La existencia y los perversos efectos de la corrupción no son noticia porque no hay nadie en este país que dude de cómo se destruyó la institucionalidad en ese afán obsesivo de alcanzar la más absoluta impunidad para todos los que se involucran en la corrupción, sean particulares o funcionarios que usan el poder para sus intereses. Lo ha visto la comunidad internacional y manifiestan de distintas formas su preocupación por los efectos que esa utilización de los recursos para objetivos personales tiene al incapacitar al Estado para el cumplimiento de sus fines esenciales, lo que se traduce en la cada vez mayor ausencia de oportunidades de los guatemaltecos para mejorar sus condiciones de vida porque lo que debiera ir para fortalecer la educación, la salud y la infraestructura básica, termina en los bolsillos de los largos que aprovechan esa distorsión que han generado.

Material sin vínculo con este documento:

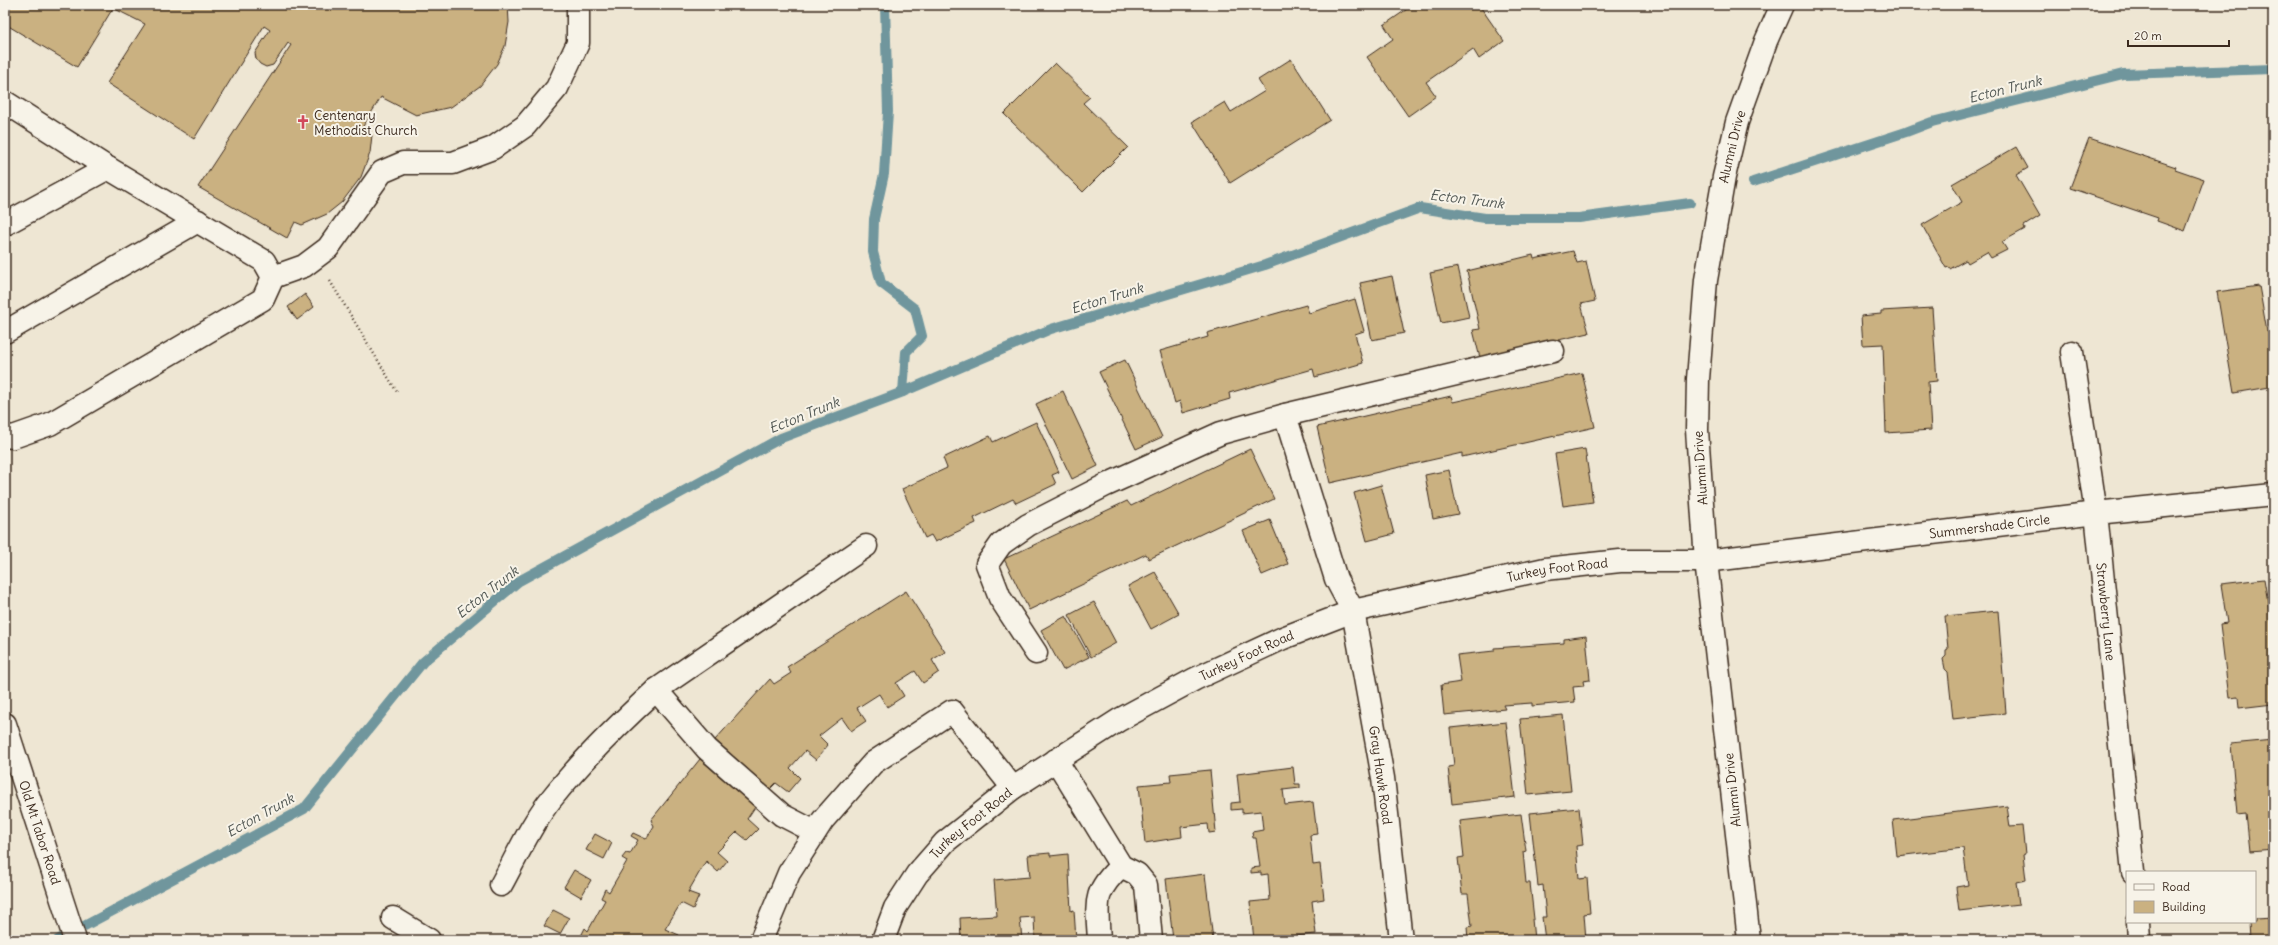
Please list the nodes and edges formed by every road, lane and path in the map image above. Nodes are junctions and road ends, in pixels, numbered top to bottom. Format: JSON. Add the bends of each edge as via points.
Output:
{"nodes":[{"id":1,"x":578,"y":5,"type":"edge"},
{"id":2,"x":1782,"y":5,"type":"edge"},
{"id":3,"x":11,"y":112,"type":"edge"},
{"id":4,"x":108,"y":168,"type":"junction"},
{"id":5,"x":198,"y":221,"type":"junction"},
{"id":6,"x":5,"y":224,"type":"edge"},
{"id":7,"x":273,"y":277,"type":"junction"},
{"id":8,"x":336,"y":291,"type":"dead end"},
{"id":9,"x":5,"y":332,"type":"edge"},
{"id":10,"x":1553,"y":351,"type":"dead end"},
{"id":11,"x":2072,"y":352,"type":"dead end"},
{"id":12,"x":397,"y":392,"type":"dead end"},
{"id":13,"x":1285,"y":415,"type":"junction"},
{"id":14,"x":5,"y":436,"type":"edge"},
{"id":15,"x":2273,"y":495,"type":"edge"},
{"id":16,"x":2096,"y":513,"type":"junction"},
{"id":17,"x":866,"y":546,"type":"dead end"},
{"id":18,"x":1706,"y":561,"type":"junction"},
{"id":19,"x":1353,"y":611,"type":"junction"},
{"id":20,"x":1036,"y":654,"type":"dead end"},
{"id":21,"x":656,"y":690,"type":"junction"},
{"id":22,"x":5,"y":724,"type":"edge"},
{"id":23,"x":1056,"y":760,"type":"junction"},
{"id":24,"x":1013,"y":788,"type":"junction"},
{"id":25,"x":815,"y":832,"type":"junction"},
{"id":26,"x":1121,"y":866,"type":"junction"},
{"id":27,"x":2132,"y":871,"type":"edge"},
{"id":28,"x":501,"y":885,"type":"dead end"},
{"id":29,"x":393,"y":918,"type":"dead end"},
{"id":30,"x":2138,"y":923,"type":"edge"},
{"id":31,"x":75,"y":940,"type":"edge"},
{"id":32,"x":429,"y":940,"type":"edge"},
{"id":33,"x":761,"y":940,"type":"edge"},
{"id":34,"x":883,"y":940,"type":"edge"},
{"id":35,"x":1099,"y":940,"type":"edge"},
{"id":36,"x":1151,"y":940,"type":"edge"},
{"id":37,"x":1401,"y":940,"type":"edge"},
{"id":38,"x":1749,"y":940,"type":"edge"},
{"id":39,"x":2139,"y":940,"type":"edge"}],
"edges":[{"from":1,"to":7,"type":"street","via":[[578,43],[557,88],[525,126],[493,148],[453,163],[403,164],[382,172],[328,248],[304,266]]},
{"from":2,"to":18,"type":"street","name":"Alumni Drive","via":[[1766,41],[1737,122],[1724,177],[1706,280],[1698,379],[1697,430]]},
{"from":3,"to":4,"type":"street"},
{"from":4,"to":5,"type":"street"},
{"from":4,"to":6,"type":"street"},
{"from":5,"to":7,"type":"street","via":[[264,261]]},
{"from":5,"to":9,"type":"street"},
{"from":7,"to":14,"type":"street","via":[[263,298],[50,424],[13,437]]},
{"from":8,"to":12,"type":"path"},
{"from":10,"to":13,"type":"street"},
{"from":11,"to":16,"type":"street","name":"Strawberry Lane"},
{"from":13,"to":19,"type":"street","name":"Gray Hawk Road","via":[[1336,579]]},
{"from":13,"to":20,"type":"street","via":[[1221,433],[1106,485],[1028,524],[1001,544],[987,564],[1000,598]]},
{"from":15,"to":16,"type":"street","name":"Summershade Circle"},
{"from":16,"to":18,"type":"street","name":"Summershade Circle"},
{"from":16,"to":27,"type":"street","name":"Strawberry Lane"},
{"from":17,"to":21,"type":"street"},
{"from":18,"to":19,"type":"street","name":"Turkey Foot Road","via":[[1620,561],[1545,569]]},
{"from":18,"to":38,"type":"street","name":"Alumni Drive"},
{"from":19,"to":23,"type":"street","name":"Turkey Foot Road","via":[[1283,638],[1195,679],[1119,720]]},
{"from":19,"to":37,"type":"street","name":"Gray Hawk Road","via":[[1383,778]]},
{"from":21,"to":25,"type":"street","via":[[713,754],[782,815]]},
{"from":21,"to":28,"type":"street","via":[[624,719],[552,798],[532,826]]},
{"from":22,"to":31,"type":"street","name":"Old Mt Tabor Road"},
{"from":23,"to":24,"type":"street","name":"Turkey Foot Road"},
{"from":23,"to":26,"type":"street"},
{"from":24,"to":25,"type":"street","via":[[952,711],[873,763]]},
{"from":24,"to":34,"type":"street","name":"Turkey Foot Road","via":[[945,842],[917,874],[895,908]]},
{"from":25,"to":33,"type":"street","via":[[789,873]]},
{"from":26,"to":35,"type":"street","via":[[1107,879],[1097,897]]},
{"from":26,"to":36,"type":"street","via":[[1137,874],[1146,885]]},
{"from":29,"to":32,"type":"street"},
{"from":30,"to":39,"type":"street"}]}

Estamos al nivel de países como Honduras, Nicaragua, Haití y Venezuela porque en todos estos países las autoridades perdieron el recato y simplemente hacen lo que les da la gana pasando sobre las leyes y garantizando a los corruptos que no tendrán que responder a nadie por los abusos cometidos. Los niveles de destrucción del Estado de Derecho en todos estos países son tremendos y públicamente se ha señalado, tanto por la opinión pública de cada nación como de parte de observadores internacionales, el descalabro institucional provocado por la corrupción que tiene gravísimos efectos en la vida diaria.

Tristemente todos lo ven, perciben y sufren, pero pocos son los que se involucran activamente en esfuerzos por corregir la situación y volver a una plena legalidad en la que todos debamos no sólo someternos al imperio de la ley, sino a las consecuencias de cualquier acción criminal.

El conformismo de la ciudadanía es lo que ha alentado, en todos esos países, la consolidación de la corrupción como método para el ejercicio del poder. Ciertamente ha habido represión y se utilizan todos los mecanismos para castigar a los “disidentes” que no se acomodan a convivir con los corruptos, pero en la medida en que cada uno de los pueblos no reaccione, no podrá esperarse un cambio significativo porque las condenas de la comunidad internacional se vienen dando desde hace mucho tiempo sin que ello genere una modificación en las actitudes populares.

Es penoso tener que admitir que la corrupción no es únicamente responsabilidad de los corruptos, sino también de quienes no se inmutan ante la podredumbre del sistema y simplemente ajustan su vida a esa penosa realidad. El costo final del saqueo será tremendo en términos de atraso y disminución de la calidad de vida, lo que generará más migración y, paradójicamente, más ingreso de divisas para vivir la fantasía de prosperidad.